1301 – DICIONÁRIO ALTERNATIVO


Já dizia o notabilíssimo Fernando Pessoa, um apaixonado pelas causas portuguesas, tal e qual o psicólogo pernambucano e irmão amado Fernando Sardinha, sediado na Capital Federal, como eu do poeta também xará, que “quem não vê bem uma palavra não pode ver bem uma alma”. E foi mais além o autor de Tabacaria: “a palavra falada é um fenômeno natural; a palavra escrita é um fenômeno cultural”.

Entretanto, alguns termos banalíssimos estão sendo entendidos de uma maneira totalmente diferenciada das análises semânticas mais especializadas. Recente levantamento efetuado em diversas regiões brasileiras possibilitou aos estudiosos aquilatar a densidade do problema, tomando por base as redações do Enem. Alguns “fenômenos” pesquisados merecem aqui registro, para favorecer os levantamentos pósteros:

Armarinho – ar que vem do mar;

Karma – expressão mineira para evitar o pânico;

Obscuro – OB na cor preta;

Paralítico – período da Terra em que nada se movia;

Abreviatura – ato de se abrir um carro de polícia; e

Genitália – órgão reprodutor dos italianos.

Intrigado, resolvi pessoalmente investigar, indagando de alguns a respeito do significado de algumas expressões nacionalmente conhecidas. O meu bloquinho de papel quase se rasga todo de tanto rir. Até a caneta esferográfica utilizada resolveu, quase ao final da pesquisa, se esborrar toda, descontroladamente, não suportando a estridência risadal oferecida pelo material coletado.
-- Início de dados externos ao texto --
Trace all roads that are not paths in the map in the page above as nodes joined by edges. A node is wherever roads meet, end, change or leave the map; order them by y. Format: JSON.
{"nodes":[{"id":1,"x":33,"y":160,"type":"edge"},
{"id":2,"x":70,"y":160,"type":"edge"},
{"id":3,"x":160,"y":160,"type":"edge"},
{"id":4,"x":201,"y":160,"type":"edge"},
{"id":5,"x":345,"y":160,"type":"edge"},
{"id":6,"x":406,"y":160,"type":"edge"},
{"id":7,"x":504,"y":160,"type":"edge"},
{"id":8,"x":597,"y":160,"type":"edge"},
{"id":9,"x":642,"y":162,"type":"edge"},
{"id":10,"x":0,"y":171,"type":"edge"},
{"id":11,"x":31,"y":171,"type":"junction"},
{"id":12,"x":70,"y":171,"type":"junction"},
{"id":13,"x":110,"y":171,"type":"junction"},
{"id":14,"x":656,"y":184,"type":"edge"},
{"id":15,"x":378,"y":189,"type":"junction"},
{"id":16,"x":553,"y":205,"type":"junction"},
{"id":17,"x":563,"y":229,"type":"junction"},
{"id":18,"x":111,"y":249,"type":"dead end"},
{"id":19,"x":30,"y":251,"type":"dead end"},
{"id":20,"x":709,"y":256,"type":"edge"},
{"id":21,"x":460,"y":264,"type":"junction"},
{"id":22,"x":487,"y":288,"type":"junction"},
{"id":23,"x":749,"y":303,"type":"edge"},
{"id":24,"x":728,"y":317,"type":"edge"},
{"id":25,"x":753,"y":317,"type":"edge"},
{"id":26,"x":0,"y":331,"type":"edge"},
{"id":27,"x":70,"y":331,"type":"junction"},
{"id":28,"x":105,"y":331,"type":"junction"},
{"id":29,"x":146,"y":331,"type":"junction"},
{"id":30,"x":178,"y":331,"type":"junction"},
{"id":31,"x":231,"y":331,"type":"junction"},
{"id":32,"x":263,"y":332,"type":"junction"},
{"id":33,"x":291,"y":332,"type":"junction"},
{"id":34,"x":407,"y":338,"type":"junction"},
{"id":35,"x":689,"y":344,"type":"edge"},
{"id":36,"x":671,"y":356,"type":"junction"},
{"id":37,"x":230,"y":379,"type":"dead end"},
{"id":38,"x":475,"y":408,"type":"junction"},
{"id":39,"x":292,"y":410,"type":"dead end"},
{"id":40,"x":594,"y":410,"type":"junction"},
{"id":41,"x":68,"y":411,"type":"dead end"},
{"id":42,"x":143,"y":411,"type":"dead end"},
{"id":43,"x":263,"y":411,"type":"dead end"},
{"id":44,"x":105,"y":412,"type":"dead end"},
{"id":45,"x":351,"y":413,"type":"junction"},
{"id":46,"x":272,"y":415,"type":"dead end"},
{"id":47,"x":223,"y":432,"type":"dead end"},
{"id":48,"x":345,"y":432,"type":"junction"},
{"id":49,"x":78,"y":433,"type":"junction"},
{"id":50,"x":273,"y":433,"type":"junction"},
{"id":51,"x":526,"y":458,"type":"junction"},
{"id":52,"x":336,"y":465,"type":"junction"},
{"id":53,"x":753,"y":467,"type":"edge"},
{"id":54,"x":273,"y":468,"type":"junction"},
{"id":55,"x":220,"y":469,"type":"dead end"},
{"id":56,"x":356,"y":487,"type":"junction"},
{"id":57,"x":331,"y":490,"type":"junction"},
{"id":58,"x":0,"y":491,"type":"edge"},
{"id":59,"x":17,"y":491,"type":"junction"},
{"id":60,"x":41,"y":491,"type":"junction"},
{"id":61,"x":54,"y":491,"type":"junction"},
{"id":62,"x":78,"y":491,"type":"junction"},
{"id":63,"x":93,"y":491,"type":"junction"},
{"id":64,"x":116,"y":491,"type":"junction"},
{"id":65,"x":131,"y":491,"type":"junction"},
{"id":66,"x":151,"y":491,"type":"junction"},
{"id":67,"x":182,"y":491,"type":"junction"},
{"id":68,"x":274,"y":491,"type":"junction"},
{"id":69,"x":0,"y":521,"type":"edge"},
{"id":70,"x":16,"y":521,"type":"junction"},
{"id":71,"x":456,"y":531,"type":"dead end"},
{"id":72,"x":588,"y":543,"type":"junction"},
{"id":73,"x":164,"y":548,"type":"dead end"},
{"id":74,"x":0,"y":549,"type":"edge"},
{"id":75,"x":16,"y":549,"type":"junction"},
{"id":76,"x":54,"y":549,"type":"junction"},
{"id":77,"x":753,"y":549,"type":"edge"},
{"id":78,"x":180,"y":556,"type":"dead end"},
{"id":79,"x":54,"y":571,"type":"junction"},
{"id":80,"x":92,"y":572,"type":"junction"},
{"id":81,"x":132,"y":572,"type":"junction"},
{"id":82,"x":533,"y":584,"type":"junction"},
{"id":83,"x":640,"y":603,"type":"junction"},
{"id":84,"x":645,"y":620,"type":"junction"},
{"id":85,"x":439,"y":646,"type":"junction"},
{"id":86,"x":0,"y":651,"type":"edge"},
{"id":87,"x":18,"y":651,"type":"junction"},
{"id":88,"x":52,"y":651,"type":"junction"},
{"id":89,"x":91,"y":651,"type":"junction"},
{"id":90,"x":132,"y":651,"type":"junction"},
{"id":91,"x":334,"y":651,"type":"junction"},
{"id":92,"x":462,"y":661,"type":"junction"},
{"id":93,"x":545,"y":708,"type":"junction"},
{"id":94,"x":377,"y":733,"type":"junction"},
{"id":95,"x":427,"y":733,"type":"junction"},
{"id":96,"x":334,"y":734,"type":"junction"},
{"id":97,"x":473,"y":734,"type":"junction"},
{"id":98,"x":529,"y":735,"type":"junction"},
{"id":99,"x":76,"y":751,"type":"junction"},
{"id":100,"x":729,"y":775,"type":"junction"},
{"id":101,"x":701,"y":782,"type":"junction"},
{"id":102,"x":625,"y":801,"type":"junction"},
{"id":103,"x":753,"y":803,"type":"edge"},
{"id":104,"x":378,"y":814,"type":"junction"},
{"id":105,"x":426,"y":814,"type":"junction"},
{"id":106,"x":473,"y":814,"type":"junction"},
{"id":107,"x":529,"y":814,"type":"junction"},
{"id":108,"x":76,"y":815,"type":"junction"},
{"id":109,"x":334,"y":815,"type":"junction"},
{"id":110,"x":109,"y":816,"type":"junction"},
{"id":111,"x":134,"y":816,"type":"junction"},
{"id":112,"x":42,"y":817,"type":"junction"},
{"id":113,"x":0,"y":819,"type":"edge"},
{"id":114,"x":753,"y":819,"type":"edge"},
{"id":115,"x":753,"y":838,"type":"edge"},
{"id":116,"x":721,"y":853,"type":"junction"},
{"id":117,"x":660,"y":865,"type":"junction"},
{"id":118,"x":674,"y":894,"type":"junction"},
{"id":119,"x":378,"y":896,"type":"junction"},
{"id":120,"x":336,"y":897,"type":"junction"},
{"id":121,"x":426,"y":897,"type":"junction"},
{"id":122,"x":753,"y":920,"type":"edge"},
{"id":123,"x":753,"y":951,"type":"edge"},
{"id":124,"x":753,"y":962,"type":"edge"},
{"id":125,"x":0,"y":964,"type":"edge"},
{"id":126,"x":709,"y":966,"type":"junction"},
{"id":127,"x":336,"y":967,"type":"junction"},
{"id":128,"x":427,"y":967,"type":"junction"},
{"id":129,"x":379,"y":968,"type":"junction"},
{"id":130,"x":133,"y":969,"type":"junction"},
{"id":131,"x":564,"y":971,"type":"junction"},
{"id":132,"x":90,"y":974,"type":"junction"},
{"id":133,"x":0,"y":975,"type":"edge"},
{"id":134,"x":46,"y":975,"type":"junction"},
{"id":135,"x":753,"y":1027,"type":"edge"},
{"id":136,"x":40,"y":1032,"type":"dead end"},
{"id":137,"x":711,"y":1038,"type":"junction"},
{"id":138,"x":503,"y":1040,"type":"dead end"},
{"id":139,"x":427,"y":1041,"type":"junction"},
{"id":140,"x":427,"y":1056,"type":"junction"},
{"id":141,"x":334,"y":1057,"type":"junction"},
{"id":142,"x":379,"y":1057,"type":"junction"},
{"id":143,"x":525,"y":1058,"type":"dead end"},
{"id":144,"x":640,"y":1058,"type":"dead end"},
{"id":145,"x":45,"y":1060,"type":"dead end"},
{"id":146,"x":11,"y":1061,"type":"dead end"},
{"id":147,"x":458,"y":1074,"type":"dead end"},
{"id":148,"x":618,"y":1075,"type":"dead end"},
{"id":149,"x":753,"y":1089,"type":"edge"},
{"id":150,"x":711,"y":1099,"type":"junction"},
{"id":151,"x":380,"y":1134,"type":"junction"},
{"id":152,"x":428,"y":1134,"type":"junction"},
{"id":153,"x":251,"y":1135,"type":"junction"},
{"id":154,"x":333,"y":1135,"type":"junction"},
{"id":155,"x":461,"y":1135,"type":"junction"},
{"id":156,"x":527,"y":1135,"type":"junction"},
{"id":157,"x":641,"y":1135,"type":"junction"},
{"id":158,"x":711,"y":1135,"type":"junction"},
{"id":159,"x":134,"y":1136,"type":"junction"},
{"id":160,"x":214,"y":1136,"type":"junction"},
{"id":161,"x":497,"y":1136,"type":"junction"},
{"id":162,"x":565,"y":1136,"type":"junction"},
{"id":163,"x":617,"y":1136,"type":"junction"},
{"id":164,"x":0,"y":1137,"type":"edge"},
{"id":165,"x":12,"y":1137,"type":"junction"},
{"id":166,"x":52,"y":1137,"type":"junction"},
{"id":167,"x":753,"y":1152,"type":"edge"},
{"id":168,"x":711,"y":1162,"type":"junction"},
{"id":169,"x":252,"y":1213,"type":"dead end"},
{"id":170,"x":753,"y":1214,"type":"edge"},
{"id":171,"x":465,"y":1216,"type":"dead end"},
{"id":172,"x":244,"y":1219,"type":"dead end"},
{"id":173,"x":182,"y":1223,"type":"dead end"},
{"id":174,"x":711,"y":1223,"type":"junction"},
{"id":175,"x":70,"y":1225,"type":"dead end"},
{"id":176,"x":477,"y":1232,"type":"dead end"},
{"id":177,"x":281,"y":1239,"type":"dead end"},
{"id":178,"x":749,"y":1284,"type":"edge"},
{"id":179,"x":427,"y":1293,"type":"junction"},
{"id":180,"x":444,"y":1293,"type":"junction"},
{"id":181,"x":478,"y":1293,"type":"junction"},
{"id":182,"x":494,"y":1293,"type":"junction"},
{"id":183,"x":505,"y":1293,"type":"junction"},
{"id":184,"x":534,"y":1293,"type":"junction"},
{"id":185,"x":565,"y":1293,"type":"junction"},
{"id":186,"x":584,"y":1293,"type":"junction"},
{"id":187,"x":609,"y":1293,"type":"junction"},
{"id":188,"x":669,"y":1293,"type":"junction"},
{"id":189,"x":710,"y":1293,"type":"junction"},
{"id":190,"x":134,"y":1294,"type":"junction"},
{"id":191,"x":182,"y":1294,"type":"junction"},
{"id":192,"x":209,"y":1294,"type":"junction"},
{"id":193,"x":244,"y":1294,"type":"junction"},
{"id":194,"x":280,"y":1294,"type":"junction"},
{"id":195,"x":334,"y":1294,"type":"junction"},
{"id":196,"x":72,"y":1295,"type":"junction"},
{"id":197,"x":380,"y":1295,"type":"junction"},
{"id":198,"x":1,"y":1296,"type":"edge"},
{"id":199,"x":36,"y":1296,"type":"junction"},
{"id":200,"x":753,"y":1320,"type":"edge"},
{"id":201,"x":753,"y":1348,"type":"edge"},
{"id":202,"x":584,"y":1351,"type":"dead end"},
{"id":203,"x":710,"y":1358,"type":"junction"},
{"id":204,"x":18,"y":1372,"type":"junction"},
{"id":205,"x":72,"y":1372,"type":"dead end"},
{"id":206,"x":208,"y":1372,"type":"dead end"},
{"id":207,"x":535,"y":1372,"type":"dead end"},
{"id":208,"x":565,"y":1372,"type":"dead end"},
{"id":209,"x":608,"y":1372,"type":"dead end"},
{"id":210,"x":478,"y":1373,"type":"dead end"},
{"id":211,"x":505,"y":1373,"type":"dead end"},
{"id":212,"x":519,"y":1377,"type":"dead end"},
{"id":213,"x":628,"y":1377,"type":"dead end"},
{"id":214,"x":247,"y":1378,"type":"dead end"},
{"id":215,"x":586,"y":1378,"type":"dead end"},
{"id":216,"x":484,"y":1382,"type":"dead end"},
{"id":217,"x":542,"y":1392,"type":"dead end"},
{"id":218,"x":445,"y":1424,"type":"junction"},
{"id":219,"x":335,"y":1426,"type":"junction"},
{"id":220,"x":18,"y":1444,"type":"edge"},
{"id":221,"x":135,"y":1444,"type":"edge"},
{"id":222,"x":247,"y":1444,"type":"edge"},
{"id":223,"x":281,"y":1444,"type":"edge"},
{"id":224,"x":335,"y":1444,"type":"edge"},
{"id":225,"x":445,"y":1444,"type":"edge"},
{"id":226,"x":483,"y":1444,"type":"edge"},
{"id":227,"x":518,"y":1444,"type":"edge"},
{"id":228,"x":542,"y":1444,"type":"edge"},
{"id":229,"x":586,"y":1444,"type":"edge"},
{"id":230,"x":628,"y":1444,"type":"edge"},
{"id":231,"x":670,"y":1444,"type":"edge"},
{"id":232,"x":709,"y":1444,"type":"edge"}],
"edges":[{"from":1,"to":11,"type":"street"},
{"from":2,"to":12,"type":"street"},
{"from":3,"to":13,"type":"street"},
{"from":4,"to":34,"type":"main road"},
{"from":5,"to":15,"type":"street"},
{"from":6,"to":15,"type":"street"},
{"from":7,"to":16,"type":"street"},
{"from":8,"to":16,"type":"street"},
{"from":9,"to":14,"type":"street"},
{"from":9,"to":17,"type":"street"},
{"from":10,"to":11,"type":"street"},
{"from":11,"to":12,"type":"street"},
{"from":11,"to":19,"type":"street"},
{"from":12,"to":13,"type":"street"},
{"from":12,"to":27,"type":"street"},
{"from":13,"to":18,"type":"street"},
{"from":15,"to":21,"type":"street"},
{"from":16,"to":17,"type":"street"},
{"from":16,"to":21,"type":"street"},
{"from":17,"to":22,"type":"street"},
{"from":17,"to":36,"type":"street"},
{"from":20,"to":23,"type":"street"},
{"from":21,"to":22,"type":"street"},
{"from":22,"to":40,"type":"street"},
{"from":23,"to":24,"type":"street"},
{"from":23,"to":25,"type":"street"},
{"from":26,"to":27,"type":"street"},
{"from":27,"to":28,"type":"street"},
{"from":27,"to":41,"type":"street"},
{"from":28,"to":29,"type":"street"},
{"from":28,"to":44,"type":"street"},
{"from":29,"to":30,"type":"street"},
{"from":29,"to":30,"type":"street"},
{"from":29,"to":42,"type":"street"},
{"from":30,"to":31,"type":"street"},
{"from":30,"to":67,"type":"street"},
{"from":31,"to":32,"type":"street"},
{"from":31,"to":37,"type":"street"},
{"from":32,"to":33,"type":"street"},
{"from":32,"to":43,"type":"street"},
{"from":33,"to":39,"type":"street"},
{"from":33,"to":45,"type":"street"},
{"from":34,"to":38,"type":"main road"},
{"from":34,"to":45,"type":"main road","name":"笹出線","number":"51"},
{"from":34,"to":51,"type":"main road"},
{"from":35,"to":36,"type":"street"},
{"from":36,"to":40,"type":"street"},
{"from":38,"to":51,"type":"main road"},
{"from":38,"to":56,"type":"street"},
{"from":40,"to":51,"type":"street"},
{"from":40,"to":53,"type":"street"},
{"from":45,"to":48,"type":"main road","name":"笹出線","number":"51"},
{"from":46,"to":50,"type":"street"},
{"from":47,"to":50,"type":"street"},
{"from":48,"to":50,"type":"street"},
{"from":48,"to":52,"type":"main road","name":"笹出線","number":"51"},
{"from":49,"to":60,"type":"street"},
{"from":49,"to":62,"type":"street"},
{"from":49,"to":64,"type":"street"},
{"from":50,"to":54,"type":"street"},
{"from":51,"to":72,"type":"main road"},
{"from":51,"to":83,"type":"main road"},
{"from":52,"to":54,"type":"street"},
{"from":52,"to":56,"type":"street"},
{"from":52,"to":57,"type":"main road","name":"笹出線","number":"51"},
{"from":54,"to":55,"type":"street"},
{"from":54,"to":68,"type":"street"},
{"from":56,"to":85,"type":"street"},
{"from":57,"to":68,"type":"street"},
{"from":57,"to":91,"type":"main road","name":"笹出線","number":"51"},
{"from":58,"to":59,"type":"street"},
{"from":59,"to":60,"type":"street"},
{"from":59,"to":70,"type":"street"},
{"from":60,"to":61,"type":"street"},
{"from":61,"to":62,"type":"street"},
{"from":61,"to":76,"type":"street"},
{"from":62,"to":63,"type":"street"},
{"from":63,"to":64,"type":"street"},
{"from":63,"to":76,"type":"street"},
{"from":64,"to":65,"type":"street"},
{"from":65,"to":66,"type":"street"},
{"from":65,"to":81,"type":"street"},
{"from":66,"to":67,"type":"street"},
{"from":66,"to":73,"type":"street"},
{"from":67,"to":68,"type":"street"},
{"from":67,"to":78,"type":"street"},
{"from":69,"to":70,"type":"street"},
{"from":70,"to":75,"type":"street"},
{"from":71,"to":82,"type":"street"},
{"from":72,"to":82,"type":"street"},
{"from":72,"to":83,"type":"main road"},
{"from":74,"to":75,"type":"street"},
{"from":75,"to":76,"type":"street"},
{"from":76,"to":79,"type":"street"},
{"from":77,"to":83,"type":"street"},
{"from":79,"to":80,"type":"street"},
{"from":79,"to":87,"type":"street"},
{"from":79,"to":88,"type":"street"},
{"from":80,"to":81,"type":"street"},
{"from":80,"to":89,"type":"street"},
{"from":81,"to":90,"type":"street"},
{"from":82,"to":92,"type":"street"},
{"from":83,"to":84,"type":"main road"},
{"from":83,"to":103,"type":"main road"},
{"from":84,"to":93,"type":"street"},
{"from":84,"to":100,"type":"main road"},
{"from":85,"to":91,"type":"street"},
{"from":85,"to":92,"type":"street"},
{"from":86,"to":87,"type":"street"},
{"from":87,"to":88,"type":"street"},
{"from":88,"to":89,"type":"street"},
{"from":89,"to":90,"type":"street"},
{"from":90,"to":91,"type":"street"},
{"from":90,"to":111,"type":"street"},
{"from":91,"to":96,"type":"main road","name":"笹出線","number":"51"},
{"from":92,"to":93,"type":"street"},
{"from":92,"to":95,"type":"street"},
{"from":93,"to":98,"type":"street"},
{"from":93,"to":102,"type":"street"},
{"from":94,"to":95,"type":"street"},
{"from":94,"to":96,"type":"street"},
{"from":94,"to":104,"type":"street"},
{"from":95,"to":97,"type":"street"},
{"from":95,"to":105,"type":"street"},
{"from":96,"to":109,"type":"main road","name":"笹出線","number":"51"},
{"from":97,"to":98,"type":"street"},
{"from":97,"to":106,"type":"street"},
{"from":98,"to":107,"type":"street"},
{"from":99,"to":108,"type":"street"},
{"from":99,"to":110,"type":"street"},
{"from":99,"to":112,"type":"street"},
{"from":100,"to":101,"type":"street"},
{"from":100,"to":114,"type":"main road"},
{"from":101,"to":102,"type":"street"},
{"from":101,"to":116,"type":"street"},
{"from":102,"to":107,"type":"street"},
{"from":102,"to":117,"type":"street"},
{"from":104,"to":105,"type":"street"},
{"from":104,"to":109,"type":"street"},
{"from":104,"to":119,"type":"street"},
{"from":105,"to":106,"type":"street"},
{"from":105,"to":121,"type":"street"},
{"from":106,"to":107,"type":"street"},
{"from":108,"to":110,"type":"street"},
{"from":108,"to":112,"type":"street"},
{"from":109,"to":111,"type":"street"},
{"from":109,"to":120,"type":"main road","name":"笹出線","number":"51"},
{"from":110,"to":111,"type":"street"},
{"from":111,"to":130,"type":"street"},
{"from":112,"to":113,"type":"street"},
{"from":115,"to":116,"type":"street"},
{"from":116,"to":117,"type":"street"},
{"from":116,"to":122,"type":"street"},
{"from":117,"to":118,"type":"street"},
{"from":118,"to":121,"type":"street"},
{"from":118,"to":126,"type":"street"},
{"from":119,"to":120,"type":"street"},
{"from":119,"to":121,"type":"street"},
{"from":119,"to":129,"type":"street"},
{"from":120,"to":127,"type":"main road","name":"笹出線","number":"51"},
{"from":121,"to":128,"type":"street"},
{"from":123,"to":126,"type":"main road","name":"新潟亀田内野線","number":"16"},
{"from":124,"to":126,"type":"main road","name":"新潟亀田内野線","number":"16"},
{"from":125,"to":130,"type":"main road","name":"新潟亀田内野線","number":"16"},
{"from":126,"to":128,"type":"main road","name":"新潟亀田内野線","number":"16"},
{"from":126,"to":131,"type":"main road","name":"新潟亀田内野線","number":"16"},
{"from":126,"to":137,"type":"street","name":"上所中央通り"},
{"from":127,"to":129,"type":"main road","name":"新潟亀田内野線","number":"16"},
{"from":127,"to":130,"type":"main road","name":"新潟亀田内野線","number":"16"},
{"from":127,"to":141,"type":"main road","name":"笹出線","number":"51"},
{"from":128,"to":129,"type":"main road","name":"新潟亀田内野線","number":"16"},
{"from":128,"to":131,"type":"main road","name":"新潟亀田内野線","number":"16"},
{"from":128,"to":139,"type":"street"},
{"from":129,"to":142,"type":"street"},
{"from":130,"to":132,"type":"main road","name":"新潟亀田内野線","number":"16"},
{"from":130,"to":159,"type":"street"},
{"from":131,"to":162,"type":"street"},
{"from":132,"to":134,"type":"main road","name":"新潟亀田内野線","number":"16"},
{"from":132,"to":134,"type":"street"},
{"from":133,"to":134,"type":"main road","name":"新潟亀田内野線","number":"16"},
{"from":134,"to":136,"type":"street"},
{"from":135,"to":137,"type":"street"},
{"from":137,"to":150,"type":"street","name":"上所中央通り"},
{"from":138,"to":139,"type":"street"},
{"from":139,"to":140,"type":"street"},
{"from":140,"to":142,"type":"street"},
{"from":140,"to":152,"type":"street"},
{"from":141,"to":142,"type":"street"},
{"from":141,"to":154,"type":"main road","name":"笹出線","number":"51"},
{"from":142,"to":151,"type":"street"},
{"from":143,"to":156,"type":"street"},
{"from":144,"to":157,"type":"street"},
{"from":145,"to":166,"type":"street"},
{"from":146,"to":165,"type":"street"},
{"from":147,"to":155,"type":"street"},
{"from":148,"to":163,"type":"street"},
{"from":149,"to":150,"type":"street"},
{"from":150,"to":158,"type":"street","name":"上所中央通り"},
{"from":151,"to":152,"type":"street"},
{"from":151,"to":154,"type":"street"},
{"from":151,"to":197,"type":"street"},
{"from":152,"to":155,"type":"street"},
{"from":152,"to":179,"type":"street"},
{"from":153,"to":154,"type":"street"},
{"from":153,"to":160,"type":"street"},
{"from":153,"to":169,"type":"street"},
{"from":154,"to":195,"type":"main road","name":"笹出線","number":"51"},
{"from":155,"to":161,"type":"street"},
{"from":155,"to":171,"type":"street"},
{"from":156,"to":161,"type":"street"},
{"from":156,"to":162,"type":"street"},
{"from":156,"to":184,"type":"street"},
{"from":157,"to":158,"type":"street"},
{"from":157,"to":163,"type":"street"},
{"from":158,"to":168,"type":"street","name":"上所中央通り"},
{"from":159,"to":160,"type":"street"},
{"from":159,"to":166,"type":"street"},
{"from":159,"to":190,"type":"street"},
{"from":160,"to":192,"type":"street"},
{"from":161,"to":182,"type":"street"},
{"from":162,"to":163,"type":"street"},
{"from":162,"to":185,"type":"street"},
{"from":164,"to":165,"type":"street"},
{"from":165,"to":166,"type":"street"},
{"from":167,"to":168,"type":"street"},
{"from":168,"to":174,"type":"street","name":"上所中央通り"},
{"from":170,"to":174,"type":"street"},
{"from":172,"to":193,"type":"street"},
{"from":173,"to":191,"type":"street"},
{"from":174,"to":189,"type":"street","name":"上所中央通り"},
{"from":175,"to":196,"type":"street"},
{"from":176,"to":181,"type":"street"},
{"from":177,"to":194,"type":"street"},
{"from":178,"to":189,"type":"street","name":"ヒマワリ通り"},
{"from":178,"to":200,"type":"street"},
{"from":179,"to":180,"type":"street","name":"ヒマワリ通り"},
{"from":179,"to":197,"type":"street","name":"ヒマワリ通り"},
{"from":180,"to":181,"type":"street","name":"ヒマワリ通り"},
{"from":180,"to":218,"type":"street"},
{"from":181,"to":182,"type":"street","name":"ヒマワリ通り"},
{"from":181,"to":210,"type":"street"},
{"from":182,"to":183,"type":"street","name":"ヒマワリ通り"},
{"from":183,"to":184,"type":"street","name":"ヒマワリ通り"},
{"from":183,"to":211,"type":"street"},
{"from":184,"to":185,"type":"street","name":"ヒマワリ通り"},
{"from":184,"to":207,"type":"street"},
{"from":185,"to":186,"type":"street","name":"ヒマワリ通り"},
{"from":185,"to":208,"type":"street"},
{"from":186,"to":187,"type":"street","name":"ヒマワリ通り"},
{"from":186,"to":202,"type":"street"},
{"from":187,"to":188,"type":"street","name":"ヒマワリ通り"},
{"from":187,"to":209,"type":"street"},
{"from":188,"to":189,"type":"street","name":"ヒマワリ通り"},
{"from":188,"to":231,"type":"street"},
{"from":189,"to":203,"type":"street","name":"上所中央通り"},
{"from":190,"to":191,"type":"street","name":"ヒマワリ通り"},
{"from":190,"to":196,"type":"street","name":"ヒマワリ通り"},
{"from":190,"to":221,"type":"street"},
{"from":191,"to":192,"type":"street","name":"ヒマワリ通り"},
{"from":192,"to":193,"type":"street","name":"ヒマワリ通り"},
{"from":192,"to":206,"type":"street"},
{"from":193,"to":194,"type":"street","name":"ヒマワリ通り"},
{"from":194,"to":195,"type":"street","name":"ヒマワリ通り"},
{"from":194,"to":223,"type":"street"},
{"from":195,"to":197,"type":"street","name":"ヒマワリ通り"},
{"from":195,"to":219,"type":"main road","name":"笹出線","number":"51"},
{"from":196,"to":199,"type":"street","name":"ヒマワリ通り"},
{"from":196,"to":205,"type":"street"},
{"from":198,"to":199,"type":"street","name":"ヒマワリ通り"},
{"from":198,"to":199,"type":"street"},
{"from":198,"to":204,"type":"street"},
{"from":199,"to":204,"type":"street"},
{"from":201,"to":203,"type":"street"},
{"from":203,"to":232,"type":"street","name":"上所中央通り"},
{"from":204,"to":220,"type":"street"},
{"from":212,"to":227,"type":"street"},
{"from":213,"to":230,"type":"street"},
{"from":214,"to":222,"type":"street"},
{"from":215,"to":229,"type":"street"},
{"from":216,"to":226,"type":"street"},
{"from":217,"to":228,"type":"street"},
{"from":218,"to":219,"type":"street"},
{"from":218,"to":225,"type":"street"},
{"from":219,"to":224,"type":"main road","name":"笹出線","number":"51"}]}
Eis um resumo do apreendido em alguns dias de andança, todos os níveis sociais sendo auscultados, da feira ao shopping, passando por supermercados, farmácias, ambulatórios e serviços públicos, resguardadas as identidades de cada entrevistado, alguns deles portadores de especializações várias, acometidas aqui e no exterior:

Abaixo – letra A com pouca altura;

Detergente – ato de prender indivíduos suspeitos;

Halogênio – cumprimento dado a pessoas de QI muito elevado;

Determina – prender uma moça;

Preservativo – produto utilizado para preservar ativo quem o utiliza;

Alopatia – dar um telefonema para uma tia;

Destilado – aquilo que não está do lado de lá;

Zunzunzum – na Fórmula 1, momento em que o espectador percebe que os três líderes da prova acabaram de passar na sua frente;

Bacanal – reunião de bacanas;

Esfera – animal feroz amansado;

Barbicha – boteco de desvairadas;

Fluxograma – direção em que cresce o capim;

Evento – constatação de que realmente não é um furacão;

Unção – erro de concordância muito frequente, posto que o correto seria “um é”;

Homossexual – sabão em pó para lavar as partes mais íntimas do corpo;

Patogênico – pato que sai bem em fotografia;

Utopia – lavatório imaginário, inventado pelo sanitarista inglês Thomas Morus;

Jurisprudente – diz-se do grupo de jurados que declara inocente o filho do bicheiro que, em legítima defesa da honra e apenas levemente embriagado, bombardeou o asilo de velhinhos cegos Nossa Senhora do Amparo;

Microcomputador – anão com cólica renal;

Trigal – cantora baiana elevada ao cubo;

Novamente – indivíduos que renovam sua maneira de pensar.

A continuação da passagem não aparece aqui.